Clonoulty/Rossmore manager Ciaran Hammersley acknowledged the high-quality nature of the game and he was delighted they got over the line to clinch their place in Saturday’s final.


“It was a very good game,” he said, acknowledging the win over Burgess/Duharra in the semi-final.


“I suppose we knew we had to bring a really big performance to beat a side like Burgess/Duharra and thankfully we held out in the last ten minutes to get over the line.”


This will be the sides second meeting of the year and Drom may have a certain psychological edge going into the game, having already met in the group stages in Round 1, a match where Drom prevailed on a score line of 3-12 to 0-13, but Hammersley admitted that his side never got into top gear on the day and will be hoping it’s a different outcome next time out.

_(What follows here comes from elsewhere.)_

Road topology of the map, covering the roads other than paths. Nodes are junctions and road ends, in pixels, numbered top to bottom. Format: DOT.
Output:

“I don’t think we played well the first day against them,” he bemoaned.


“We were disappointed with our performance, particularly in the second half, but I think we’ve improved an awful lot since, game on game we’ve gotten better as the championship has progressed and you can see that in the girls.”

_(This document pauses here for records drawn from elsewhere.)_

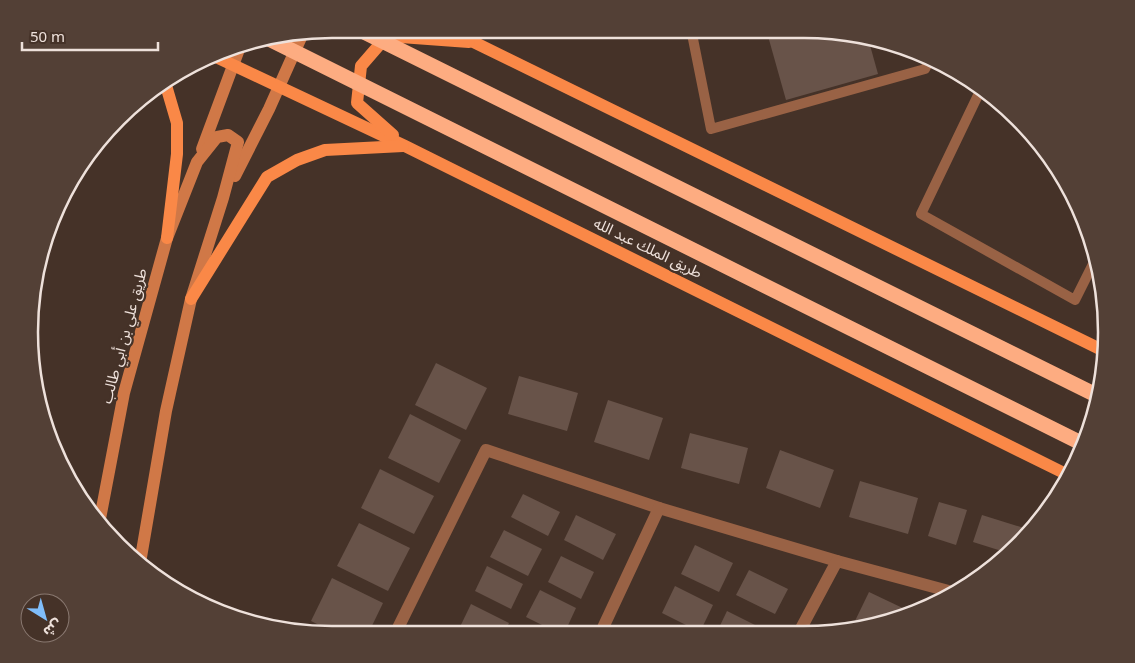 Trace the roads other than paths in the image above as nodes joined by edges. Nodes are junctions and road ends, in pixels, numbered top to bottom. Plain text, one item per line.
1 (376, 38) edge
2 (385, 38) edge
3 (412, 38) edge
4 (464, 38) edge
5 (468, 38) edge
6 (693, 38) edge
7 (301, 39) edge
8 (276, 43) edge
9 (474, 43) junction
10 (238, 53) edge
11 (221, 59) edge
12 (233, 65) junction
13 (927, 65) edge
14 (279, 86) junction
15 (167, 88) edge
16 (978, 95) edge
17 (405, 146) junction
18 (197, 162) junction
19 (223, 198) junction
20 (167, 238) junction
21 (1091, 269) edge
22 (191, 299) junction
23 (1097, 348) edge
24 (1091, 393) edge
25 (1076, 441) edge
26 (1062, 472) edge
27 (659, 508) junction
28 (101, 514) edge
29 (141, 556) edge
30 (837, 561) junction
31 (944, 590) edge
32 (400, 626) edge
33 (604, 626) edge
34 (802, 626) edge

1 - 24 highway
2 - 17 main road
3 - 9 main road
4 - 9 main road
5 - 9 main road
6 - 13 lane
7 - 14 main road, طريق علي بن أبي طالب
8 - 25 highway, طريق الملك عبد الله
9 - 23 main road
10 - 12 main road, طريق علي بن أبي طالب
11 - 12 main road, طريق الملك عبد الله
12 - 14 main road, طريق الملك عبد الله
12 - 18 main road, طريق علي بن أبي طالب
14 - 17 main road, طريق الملك عبد الله
14 - 19 main road, طريق علي بن أبي طالب
15 - 20 main road
16 - 21 lane
17 - 22 main road
17 - 26 main road, طريق الملك عبد الله
18 - 19 main road, طريق علي بن أبي طالب
18 - 20 main road, طريق علي بن أبي طالب
19 - 22 main road, طريق علي بن أبي طالب
20 - 28 main road, طريق علي بن أبي طالب
22 - 29 main road, طريق علي بن أبي طالب
27 - 30 street
27 - 32 street
27 - 33 street
30 - 31 street
30 - 34 street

Certainly, Clonoulty/Rossmore have improved and they went on to come second in the group with a number of good wins over Nenagh Eire Og and Annacarty, and with Cait Devane, in particular, along with Kayleigh Davern and Casey Hennessy, doing damage up front, they are posting big scores which they will need to re-produce on final day.


An eight-point margin is a significant scoring difference will be difficult to make up against an opponent playing as well as Drom & Inch are, but Ciaran Hammersley feels that there is more to come from his side and he is believes that the team's defensive effort has been a feature this year, and he anticipates they will be far meaner in this area than they were in the sides last clash in the group stages.


“One of the big changes we’ve made since that first defeat is that we’ve tightened up defensively and that was really on show the last day against Burgess. It was the platform that won us the game really,” he said.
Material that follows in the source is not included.